**Task instructions**
Search the entries below for "main", and copy each line where it appears.

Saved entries
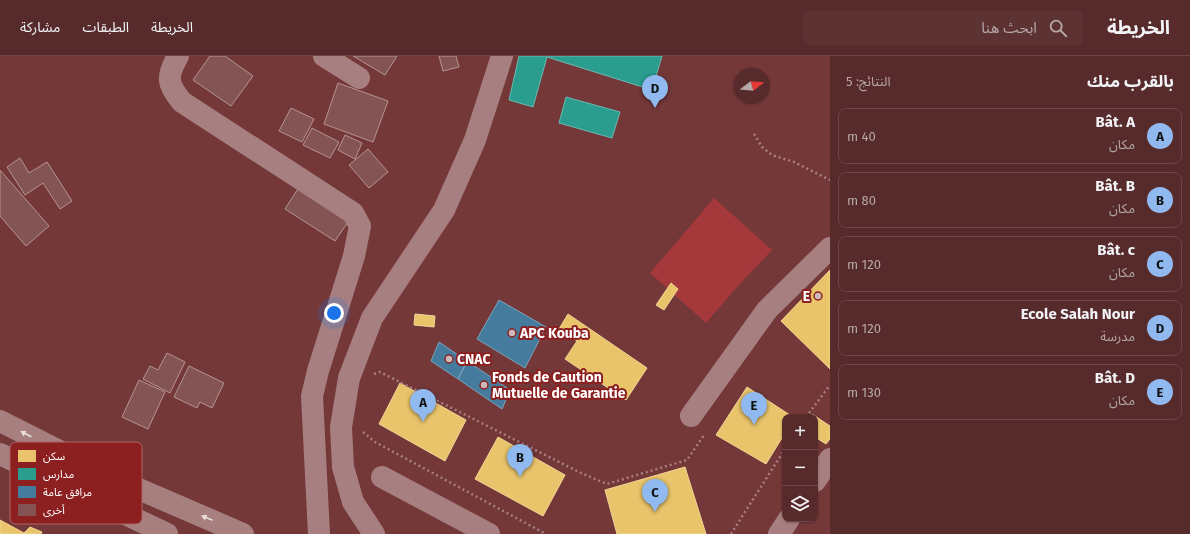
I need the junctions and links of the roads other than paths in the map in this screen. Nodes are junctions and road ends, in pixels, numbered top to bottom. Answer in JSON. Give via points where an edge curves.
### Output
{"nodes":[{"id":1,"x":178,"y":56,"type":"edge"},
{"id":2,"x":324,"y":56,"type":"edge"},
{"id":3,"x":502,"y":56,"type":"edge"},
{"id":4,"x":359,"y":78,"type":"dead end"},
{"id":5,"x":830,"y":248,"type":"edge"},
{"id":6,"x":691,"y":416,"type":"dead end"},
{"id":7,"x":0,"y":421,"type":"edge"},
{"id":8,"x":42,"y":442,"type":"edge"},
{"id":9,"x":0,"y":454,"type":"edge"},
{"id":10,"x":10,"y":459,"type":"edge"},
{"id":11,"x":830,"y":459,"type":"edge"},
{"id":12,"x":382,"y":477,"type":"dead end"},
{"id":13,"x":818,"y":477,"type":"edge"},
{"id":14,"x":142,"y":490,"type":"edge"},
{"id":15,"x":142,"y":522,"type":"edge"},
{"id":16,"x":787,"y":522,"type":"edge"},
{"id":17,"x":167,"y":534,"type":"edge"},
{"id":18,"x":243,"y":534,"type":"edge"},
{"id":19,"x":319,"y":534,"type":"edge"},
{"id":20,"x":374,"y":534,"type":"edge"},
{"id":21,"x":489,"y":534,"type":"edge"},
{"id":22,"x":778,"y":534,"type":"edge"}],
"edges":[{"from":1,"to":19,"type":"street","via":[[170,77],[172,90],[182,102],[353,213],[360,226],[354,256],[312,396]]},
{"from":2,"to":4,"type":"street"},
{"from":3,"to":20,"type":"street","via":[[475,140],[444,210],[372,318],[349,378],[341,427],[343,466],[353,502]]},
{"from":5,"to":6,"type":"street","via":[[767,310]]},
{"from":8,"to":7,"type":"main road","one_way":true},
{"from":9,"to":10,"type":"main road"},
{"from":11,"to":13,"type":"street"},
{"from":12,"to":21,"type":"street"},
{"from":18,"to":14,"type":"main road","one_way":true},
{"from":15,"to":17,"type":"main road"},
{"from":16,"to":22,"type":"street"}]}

**Result for this task**
{"from":8,"to":7,"type":"main road","one_way":true},
{"from":9,"to":10,"type":"main road"},
{"from":18,"to":14,"type":"main road","one_way":true},
{"from":15,"to":17,"type":"main road"},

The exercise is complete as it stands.